Edward Wu is a Principal Data Scientist at ExtraHop Networks, leading AI/ML and Detection capabilities. He specializes in the intersection of machine learning, software engineering and cybersecurity, and has built innovative next-gen technology for behavioral attack detection, automated security operation, network/application monitoring and cloud workload security from scratch. He holds 10+ patents in ML and cybersecurity, co-authored 3 papers in top academic security conferences and is a contributor to the MITRE ATT&CK framework.
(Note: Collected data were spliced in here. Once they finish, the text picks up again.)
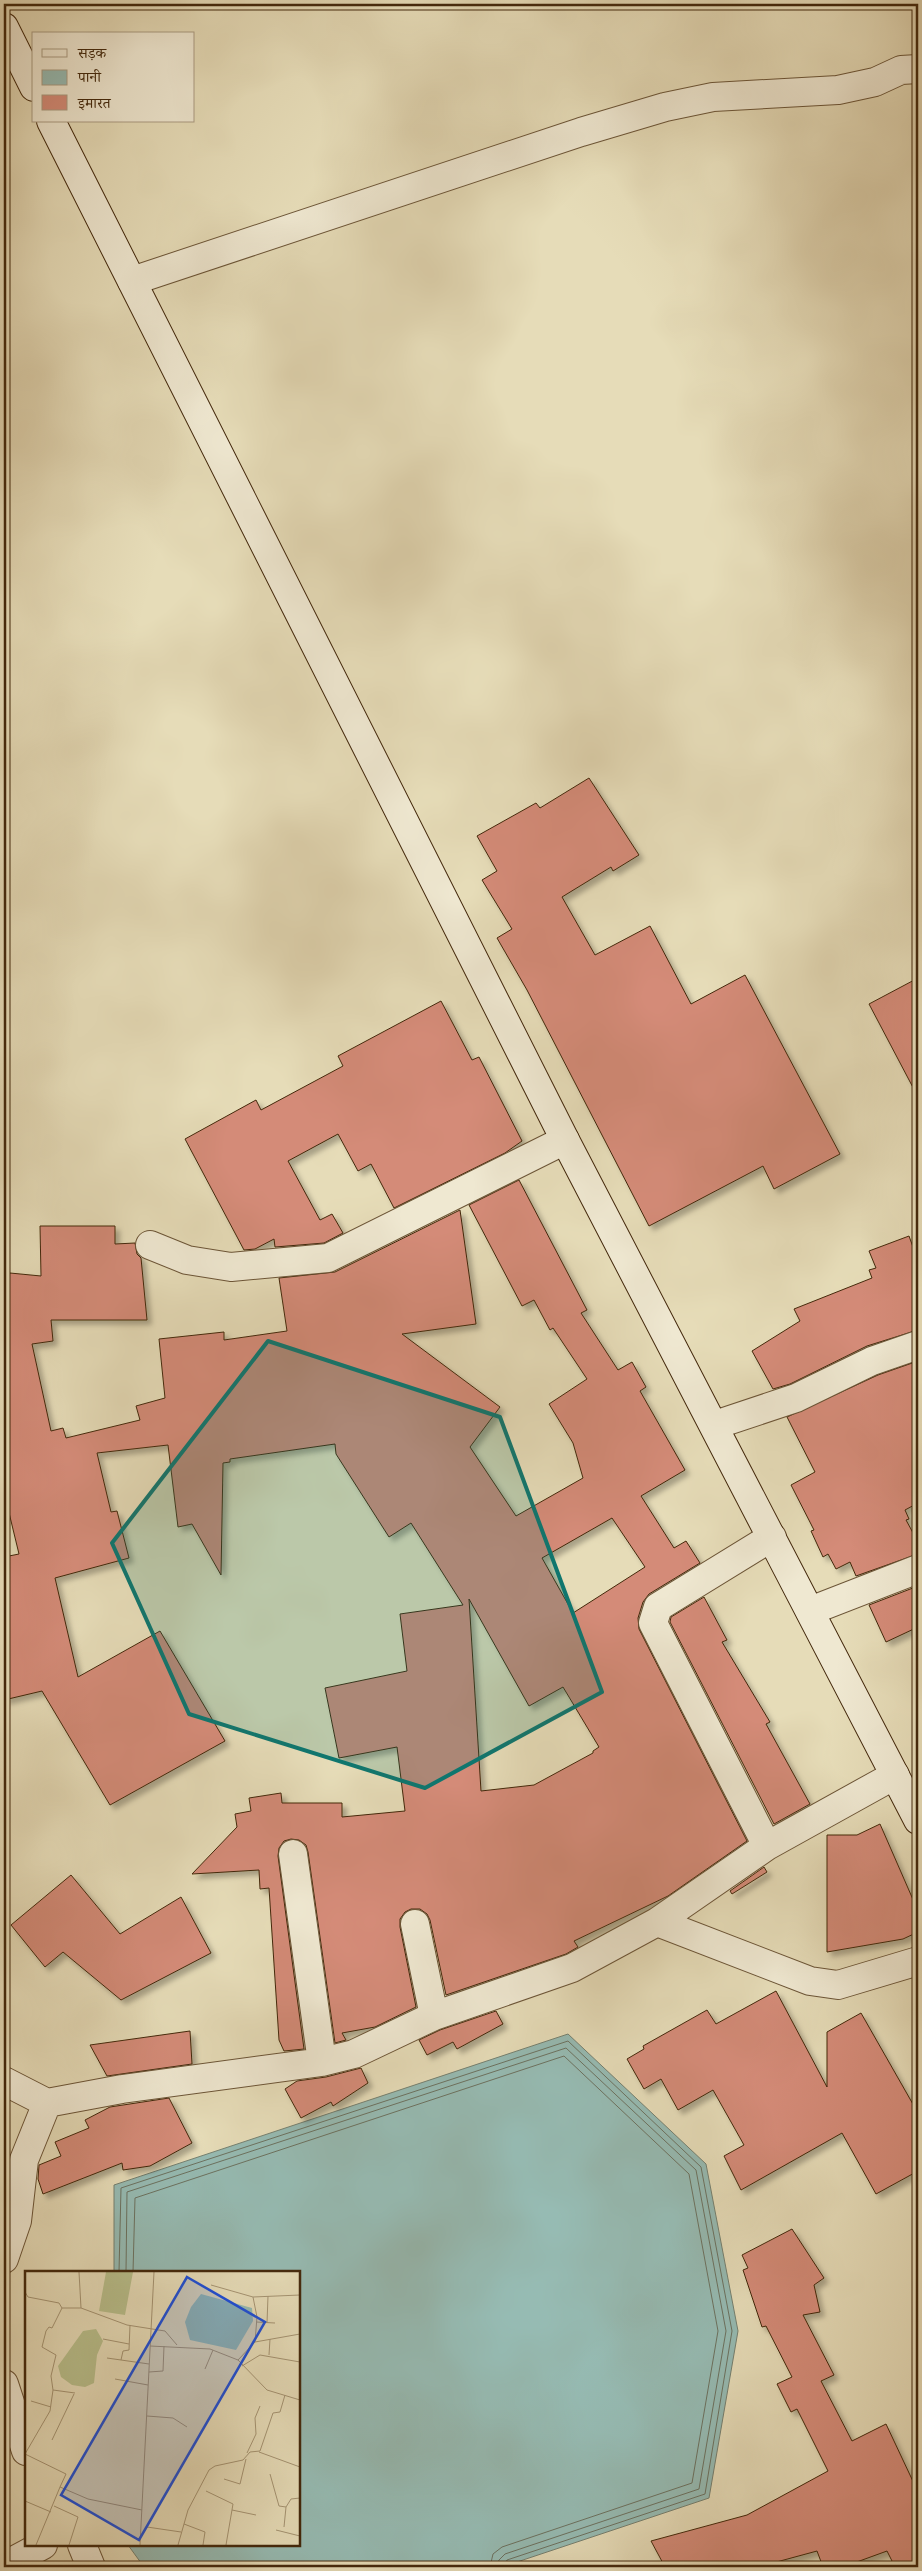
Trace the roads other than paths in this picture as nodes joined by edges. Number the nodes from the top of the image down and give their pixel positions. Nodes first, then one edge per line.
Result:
1 (4, 28) edge
2 (918, 69) edge
3 (32, 82) edge
4 (52, 122) edge
5 (132, 281) junction
6 (565, 1140) junction
7 (150, 1245) dead end
8 (918, 1345) edge
9 (715, 1425) junction
10 (772, 1537) junction
11 (918, 1569) edge
12 (810, 1611) junction
13 (895, 1775) junction
14 (918, 1820) edge
15 (767, 1846) junction
16 (293, 1854) dead end
17 (656, 1922) junction
18 (415, 1924) dead end
19 (918, 1961) edge
20 (434, 2016) junction
21 (322, 2062) junction
22 (4, 2081) edge
23 (47, 2102) junction
24 (4, 2259) edge
25 (4, 2384) edge
26 (25, 2448) edge
27 (41, 2546) edge
28 (82, 2546) edge
29 (4, 2566) edge
30 (91, 2567) edge

1 - 3 street
2 - 5 street
4 - 5 street
5 - 6 street
6 - 7 street
6 - 9 street
8 - 9 street
9 - 10 street
10 - 12 street
10 - 15 street
11 - 12 street
12 - 13 street
13 - 14 street
13 - 15 street
15 - 17 street
16 - 21 street
17 - 19 street
17 - 20 street
18 - 20 street
20 - 21 street
21 - 23 street
22 - 23 street
23 - 24 street
25 - 26 street
27 - 29 street
28 - 30 street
Prior to Extrahop, he worked in automated binary analysis and software defenses at UW Seattle and UC Berkeley.
Hype and Reality: Practical advices for implementing and evaluating AI/ML for Cybersecurity
For a long time, AI/ML has been portrayed as the magic “silver bullet” that would solve everything in cybersecurity. However, as evident in the last few years, the promises of AI/ML haven’t materialized. Cyber defenders and practitioners today are still faced with increasingly sophisticated attackers, rapidly growing complexity of modern cyber infrastructures, and persistent talent shortage. In this talk, I will separate the hype from the reality, present real-world examples of where application of AI/ML is feasible and beneficial, and highlight challenges and limitations. At the end of the talk, I will also provide concrete advice on how to best implement and evaluate AI/ML technologies. No prior data science knowledge is required.
When: Monday, February 8, 2021 @ 11:30 a.m.
Where: Zoom Online Meeting